Learn from former denials.
Once you’ve dealt with a claim denial and are ready to move on, look at the medical documentation submitted with your claim. Are there any errors in it? Was there any missing or incomplete information on the form? Is there anything that could have been done differently when documenting patient care?
If you find any issues like these, ask yourself if they would have made a difference in getting paid for services rendered. If so, make sure they don’t happen again!
Optimize claims management software
The best way to avoid claim denials is to have a well-managed claims management process. Claims management software can help you manage your claims, identify issues and fix them, track denials, improve your Practice’s methods, and more.
Claims management software allows you to:
- Manage multiple accounts in one place
- Track the history of each client’s past claims so that they don’t get denied again
How to Avoid Claim Denials in your Practice?—Three common reasons:
Services are reported separately
Some procedures should not be bundled together. It’s also crucial to keep in mind that doctors could work for a company that isn’t covered by a patient’s insurance, so certain services shouldn’t be bundled together. By being familiar with the services offered to the patient and the bundling policy of the payer, a professional medical coding and billing provider can reduce claim denials and the requirement for coding adjustments.
Improper modifier use can lead to denials and improper reporting and payment due to inaccurate reporting information; this is why coders and billers need to familiarize themselves with all modifiers to know when they’re applicable to avoid errors in reporting data.
Stop claiming denials
You can avoid claim denials in your practice in medical billing by using the following steps:
- Add a claim to your file that is deniable.
- In the claim, explain why you are making this claim, including any evidence you have that supports your claim.

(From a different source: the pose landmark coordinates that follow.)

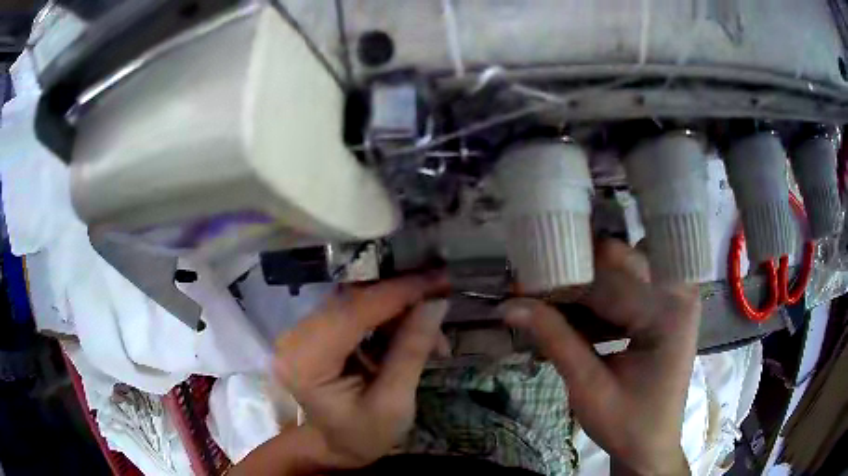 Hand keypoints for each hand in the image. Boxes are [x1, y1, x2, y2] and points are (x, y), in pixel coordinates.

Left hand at [272, 273, 449, 470]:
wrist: (334, 446)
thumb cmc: (363, 436)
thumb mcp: (394, 404)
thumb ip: (411, 351)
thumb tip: (436, 302)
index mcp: (307, 363)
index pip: (353, 312)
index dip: (398, 291)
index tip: (438, 278)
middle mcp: (295, 338)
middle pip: (352, 299)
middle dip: (401, 294)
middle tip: (442, 293)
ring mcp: (302, 331)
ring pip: (355, 299)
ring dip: (396, 306)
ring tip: (431, 323)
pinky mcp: (314, 330)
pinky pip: (353, 309)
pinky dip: (385, 314)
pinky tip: (410, 327)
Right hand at [500, 240, 699, 475]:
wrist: (651, 446)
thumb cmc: (627, 425)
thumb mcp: (588, 387)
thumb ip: (555, 340)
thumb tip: (511, 305)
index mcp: (668, 310)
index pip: (610, 276)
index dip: (564, 276)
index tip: (522, 281)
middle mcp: (677, 293)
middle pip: (617, 268)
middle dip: (571, 280)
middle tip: (529, 291)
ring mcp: (672, 299)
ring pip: (617, 278)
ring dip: (580, 293)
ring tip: (541, 305)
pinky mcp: (663, 309)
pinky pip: (624, 295)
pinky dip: (594, 307)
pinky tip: (568, 320) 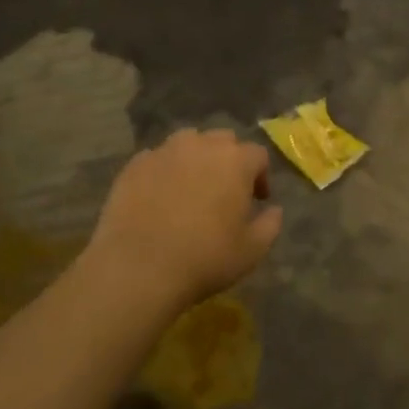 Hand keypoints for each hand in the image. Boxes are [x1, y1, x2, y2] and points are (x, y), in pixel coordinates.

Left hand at [83, 129, 281, 316]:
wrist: (138, 267)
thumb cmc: (205, 259)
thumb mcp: (252, 251)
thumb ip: (270, 224)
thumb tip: (274, 209)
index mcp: (235, 161)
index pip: (257, 155)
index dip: (261, 176)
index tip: (258, 200)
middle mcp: (201, 145)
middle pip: (223, 141)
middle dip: (229, 161)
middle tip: (225, 191)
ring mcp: (164, 151)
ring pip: (188, 143)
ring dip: (196, 159)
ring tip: (191, 188)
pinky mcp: (134, 165)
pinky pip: (157, 159)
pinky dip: (164, 171)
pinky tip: (159, 197) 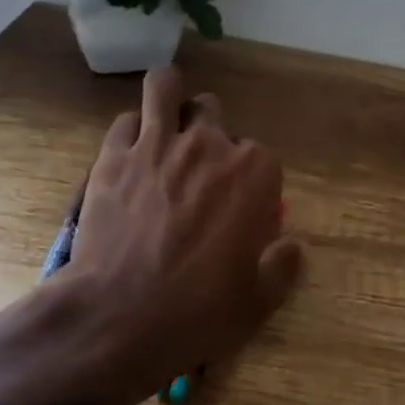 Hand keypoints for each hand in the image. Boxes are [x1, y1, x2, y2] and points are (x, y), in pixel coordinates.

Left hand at [62, 65, 302, 404]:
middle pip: (214, 111)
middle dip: (212, 131)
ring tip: (166, 119)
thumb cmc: (200, 311)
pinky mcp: (112, 156)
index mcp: (254, 174)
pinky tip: (131, 154)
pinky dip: (132, 131)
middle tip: (202, 167)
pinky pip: (125, 121)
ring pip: (165, 87)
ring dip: (170, 98)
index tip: (243, 208)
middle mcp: (208, 146)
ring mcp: (156, 145)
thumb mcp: (259, 301)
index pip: (263, 157)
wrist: (120, 317)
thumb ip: (283, 265)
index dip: (253, 182)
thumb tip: (292, 247) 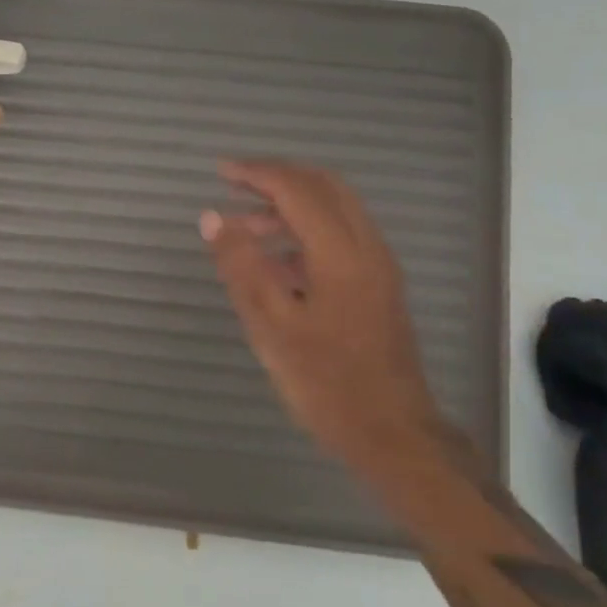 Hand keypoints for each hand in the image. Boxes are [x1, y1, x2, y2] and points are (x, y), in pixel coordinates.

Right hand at [202, 162, 441, 476]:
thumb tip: (212, 218)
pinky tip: (276, 262)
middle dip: (277, 177)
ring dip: (291, 205)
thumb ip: (241, 265)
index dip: (256, 173)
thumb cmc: (327, 383)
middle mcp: (367, 246)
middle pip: (324, 186)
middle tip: (235, 183)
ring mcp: (378, 265)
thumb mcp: (271, 326)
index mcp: (341, 252)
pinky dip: (307, 229)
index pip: (296, 189)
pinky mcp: (379, 285)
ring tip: (246, 228)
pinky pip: (342, 235)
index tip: (220, 171)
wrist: (394, 436)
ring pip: (335, 209)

- Include all your documentation with your claim and ensure it is legible and correctly organized for filing.
Turn those denials around.
Denial management is a vital part of your Practice’s revenue cycle management. It’s the process of managing denials and getting those claims paid.
To avoid claim denials, you must have a good denial management process. A good denial process will help your claims manager track what’s going on with each denied claim. Hence, this way, they can address the issue immediately when they come up again later on down the road.
In short, if the above guidelines have answered your question, How do you Avoid Claim Denials in your Practice? With the right tools and proper documentation, your practice can turn around denials and drive more revenue. And it all starts with a good Denial Process. U Control billing can help you build that quickly and easily.
A couple of years ago, I executed the effective plan of creating a Medical billing and Coding company named U Control Billing. The company aims to bring revolutionary advancements to foster medical billing and coding revenues. As an official member of HIA-LI and MGMA, I feel honored in providing networking opportunities, problem-solving, and improving the revenue management cycle.